Diese Debatte birgt einige Sprengsätze. Die Arbeitsbelastung müßte nicht nur zwischen Schulstufen differenziert werden, sondern außerdem noch zwischen einzelnen Fächern. Dann könnte sich herausstellen, daß Lehrer, die korrekturintensive Fächer unterrichten in ihrer Unterrichtszeit eher entlastet werden müssen, während ihre KollegInnen in korrekturarmen Fächern sich auf andere schulische Tätigkeiten neben ihrem Unterricht vorbereiten dürfen. Ohne große Prophetie: Das wird ziemliche Unruhe in der Lehrerschaft verursachen.
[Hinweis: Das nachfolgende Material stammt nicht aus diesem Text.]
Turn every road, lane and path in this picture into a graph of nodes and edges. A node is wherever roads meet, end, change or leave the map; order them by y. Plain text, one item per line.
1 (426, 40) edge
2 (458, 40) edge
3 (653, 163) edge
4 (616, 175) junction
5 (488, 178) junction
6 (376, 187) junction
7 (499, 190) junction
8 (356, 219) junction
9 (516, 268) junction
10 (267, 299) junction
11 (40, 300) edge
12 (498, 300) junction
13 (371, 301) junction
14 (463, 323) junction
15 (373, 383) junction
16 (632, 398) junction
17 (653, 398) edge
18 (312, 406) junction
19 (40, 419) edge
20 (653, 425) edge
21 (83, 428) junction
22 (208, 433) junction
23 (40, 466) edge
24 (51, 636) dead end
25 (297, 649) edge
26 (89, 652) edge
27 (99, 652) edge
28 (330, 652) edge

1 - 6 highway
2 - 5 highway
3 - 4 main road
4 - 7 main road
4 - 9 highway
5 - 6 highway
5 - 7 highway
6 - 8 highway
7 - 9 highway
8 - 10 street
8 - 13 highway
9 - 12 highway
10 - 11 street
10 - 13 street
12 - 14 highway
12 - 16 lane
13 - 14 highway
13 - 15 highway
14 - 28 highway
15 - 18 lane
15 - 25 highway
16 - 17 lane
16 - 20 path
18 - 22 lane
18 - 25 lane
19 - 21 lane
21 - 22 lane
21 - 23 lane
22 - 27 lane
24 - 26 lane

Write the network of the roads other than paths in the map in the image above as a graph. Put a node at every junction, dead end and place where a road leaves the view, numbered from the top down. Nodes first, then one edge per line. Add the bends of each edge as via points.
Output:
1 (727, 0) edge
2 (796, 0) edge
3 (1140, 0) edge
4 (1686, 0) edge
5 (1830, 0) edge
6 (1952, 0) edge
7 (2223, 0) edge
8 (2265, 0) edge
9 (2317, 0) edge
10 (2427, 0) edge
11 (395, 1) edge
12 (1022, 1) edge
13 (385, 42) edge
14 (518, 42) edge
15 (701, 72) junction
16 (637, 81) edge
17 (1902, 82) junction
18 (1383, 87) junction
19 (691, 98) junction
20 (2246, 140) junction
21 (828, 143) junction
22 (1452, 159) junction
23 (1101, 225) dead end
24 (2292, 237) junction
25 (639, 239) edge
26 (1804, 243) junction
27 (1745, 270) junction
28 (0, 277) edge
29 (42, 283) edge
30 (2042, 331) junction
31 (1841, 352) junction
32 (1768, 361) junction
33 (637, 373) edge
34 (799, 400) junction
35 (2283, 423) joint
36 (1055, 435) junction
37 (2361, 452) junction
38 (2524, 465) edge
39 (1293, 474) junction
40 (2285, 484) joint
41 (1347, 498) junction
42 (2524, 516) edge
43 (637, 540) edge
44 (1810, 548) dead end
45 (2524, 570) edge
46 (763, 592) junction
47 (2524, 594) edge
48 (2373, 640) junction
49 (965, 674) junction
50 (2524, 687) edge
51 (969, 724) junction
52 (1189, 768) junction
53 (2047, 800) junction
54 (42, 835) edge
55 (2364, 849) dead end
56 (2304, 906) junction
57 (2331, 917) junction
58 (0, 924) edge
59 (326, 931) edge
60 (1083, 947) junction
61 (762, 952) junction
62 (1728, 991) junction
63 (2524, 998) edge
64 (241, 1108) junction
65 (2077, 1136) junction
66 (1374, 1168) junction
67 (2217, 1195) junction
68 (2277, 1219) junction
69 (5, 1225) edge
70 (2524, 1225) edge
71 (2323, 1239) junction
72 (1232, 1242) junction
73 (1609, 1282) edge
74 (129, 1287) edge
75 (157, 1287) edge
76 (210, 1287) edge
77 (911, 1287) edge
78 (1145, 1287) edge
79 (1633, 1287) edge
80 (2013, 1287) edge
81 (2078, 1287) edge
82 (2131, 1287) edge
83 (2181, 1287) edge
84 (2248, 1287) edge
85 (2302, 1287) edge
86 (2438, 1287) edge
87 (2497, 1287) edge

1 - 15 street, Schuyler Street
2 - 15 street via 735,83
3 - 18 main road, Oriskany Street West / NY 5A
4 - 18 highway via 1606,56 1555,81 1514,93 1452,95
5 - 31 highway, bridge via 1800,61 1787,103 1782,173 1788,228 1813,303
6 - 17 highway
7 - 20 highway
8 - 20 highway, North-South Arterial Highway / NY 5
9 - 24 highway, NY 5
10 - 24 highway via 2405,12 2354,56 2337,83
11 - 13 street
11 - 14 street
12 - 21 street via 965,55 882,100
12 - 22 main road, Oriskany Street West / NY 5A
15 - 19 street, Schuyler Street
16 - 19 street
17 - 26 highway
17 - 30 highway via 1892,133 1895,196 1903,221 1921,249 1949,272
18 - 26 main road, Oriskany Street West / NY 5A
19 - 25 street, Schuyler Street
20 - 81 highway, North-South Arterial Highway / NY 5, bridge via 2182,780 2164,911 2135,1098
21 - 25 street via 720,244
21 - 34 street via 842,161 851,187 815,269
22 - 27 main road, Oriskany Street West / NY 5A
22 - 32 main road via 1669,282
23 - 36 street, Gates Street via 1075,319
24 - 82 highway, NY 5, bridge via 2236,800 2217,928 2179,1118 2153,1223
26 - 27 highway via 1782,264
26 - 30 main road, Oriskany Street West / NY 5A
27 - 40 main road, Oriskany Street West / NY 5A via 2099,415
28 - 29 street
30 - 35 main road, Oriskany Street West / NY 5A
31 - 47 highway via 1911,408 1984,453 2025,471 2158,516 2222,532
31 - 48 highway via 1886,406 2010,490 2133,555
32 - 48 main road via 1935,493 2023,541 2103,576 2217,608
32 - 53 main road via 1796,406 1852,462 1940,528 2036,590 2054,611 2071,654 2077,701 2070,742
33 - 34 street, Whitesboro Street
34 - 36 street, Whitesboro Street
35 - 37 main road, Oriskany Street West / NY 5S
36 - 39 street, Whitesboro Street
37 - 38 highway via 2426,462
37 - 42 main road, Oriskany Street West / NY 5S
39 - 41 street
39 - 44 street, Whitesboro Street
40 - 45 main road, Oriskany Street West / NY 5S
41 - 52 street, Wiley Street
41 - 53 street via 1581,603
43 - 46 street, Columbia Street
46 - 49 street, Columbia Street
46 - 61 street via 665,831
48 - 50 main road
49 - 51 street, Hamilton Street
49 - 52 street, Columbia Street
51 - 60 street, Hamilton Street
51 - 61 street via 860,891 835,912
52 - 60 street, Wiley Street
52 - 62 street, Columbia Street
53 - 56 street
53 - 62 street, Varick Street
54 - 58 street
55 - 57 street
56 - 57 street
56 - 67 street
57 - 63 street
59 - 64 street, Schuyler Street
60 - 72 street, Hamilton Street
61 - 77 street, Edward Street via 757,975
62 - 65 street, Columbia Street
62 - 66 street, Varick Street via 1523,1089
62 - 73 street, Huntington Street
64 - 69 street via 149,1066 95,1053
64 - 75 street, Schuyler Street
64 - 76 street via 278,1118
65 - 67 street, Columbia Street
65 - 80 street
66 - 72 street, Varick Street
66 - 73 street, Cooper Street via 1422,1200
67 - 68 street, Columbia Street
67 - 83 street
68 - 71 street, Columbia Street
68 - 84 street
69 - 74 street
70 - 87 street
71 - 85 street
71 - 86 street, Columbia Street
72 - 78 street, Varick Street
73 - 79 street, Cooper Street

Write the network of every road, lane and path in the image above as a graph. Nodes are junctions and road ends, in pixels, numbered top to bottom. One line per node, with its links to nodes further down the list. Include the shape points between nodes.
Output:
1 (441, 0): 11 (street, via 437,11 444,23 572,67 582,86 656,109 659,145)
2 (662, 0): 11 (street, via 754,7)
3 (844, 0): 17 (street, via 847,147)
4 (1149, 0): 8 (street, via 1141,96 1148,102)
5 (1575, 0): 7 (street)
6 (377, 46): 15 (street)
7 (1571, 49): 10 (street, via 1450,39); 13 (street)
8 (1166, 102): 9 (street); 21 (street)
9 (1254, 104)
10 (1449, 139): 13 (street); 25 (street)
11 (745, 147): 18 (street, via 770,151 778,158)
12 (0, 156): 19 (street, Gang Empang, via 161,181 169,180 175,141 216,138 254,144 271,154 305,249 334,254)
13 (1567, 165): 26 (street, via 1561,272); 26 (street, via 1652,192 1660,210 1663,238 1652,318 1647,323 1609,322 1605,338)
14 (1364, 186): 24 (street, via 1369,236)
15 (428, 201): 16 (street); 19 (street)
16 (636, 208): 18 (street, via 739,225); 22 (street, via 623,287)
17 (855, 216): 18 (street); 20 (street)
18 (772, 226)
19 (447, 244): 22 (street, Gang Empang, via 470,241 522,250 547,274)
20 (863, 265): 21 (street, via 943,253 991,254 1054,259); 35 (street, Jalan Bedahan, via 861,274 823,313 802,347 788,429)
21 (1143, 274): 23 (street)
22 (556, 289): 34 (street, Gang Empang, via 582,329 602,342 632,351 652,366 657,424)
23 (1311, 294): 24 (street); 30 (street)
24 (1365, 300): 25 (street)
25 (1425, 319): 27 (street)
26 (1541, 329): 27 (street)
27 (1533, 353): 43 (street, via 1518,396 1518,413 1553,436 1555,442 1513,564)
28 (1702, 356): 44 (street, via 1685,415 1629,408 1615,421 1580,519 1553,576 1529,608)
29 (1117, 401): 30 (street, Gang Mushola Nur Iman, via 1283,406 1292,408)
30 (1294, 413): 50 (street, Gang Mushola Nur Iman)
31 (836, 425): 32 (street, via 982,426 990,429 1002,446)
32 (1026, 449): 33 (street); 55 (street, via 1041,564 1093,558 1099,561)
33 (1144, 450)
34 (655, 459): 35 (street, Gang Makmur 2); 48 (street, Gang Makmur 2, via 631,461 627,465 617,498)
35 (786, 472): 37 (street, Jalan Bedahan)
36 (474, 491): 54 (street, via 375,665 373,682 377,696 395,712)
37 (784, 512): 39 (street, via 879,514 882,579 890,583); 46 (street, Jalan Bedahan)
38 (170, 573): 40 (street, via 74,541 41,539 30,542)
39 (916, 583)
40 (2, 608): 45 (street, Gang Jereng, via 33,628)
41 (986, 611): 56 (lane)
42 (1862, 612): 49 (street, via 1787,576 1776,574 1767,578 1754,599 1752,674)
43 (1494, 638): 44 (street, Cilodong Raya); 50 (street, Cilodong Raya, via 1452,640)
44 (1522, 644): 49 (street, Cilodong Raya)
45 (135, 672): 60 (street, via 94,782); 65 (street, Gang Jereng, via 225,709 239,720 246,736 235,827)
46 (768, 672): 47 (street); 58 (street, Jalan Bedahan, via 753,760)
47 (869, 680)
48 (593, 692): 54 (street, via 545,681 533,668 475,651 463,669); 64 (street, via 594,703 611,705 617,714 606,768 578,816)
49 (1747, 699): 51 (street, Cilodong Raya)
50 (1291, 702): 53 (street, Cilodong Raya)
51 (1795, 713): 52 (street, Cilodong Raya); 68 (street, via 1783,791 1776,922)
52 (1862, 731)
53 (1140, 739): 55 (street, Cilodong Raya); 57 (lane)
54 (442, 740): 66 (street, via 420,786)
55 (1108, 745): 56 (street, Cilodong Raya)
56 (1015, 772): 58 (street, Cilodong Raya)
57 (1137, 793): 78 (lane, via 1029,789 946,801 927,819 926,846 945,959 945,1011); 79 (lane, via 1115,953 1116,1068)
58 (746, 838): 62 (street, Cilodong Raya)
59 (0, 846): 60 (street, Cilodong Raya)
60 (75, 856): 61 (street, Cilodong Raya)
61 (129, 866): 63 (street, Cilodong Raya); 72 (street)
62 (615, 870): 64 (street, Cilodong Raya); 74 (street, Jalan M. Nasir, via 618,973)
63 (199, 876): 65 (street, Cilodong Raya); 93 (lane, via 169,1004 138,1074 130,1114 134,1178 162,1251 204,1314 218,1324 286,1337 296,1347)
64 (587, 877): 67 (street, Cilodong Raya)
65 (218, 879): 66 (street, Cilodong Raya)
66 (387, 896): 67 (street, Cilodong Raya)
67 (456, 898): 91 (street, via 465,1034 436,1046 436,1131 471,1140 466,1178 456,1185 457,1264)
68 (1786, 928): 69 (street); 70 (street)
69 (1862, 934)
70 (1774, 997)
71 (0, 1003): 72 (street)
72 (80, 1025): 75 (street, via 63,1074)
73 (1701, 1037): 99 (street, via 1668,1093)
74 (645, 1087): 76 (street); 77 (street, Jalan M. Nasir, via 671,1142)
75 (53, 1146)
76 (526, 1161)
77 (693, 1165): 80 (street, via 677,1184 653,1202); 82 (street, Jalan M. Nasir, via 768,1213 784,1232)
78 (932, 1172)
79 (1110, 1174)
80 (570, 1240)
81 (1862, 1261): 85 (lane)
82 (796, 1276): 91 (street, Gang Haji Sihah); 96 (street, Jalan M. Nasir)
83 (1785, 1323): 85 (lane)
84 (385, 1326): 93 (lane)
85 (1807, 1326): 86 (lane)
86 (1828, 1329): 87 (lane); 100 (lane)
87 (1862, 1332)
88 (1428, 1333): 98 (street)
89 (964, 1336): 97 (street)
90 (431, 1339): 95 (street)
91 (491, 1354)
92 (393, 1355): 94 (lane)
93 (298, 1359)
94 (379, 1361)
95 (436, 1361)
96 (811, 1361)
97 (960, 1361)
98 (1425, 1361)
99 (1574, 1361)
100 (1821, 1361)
Diesen Streit will die Behörde allerdings vor Ort entscheiden lassen: In der Schule selbst. Hoffmann: „Das läßt sich nicht alles zentral regeln.“ Auf der senatoriellen Ebene soll nur ein Rahmen abgesteckt werden. In die Schulautonomie fällt dann auch die Unterrichtszeit. Weg vom 45-Minuten-Takt soll es nicht nur für die Arbeitszeitberechnung heißen, sondern auch für die SchülerInnen. Hoffmann: „Die Schulen sollen dann entscheiden, ob der Englischunterricht für die achte Klasse lieber wie bisher oder zum Beispiel als Blockunterricht abgehalten werden soll.“

Im September will die Gewerkschaft Erziehung und Wissenschaft einen Kongreß zur Lehrerarbeitszeit veranstalten. Schon seit einiger Zeit wird das ein Thema in den Gewerkschaftszeitungen diskutiert, von daher erwartet der Bildungssenator trotz der kniffeligen Problematik eine gewisse Offenheit. Einen festen Verbündeten gibt es schon: Bevor die Bildungsbehörde mit ihren Ideen an die Öffentlichkeit gegangen ist, hat sie sich vorsorglich mit dem entscheidenden bremischen Ressort rückgekoppelt. Und das ist immer noch der Finanzsenator. J.G.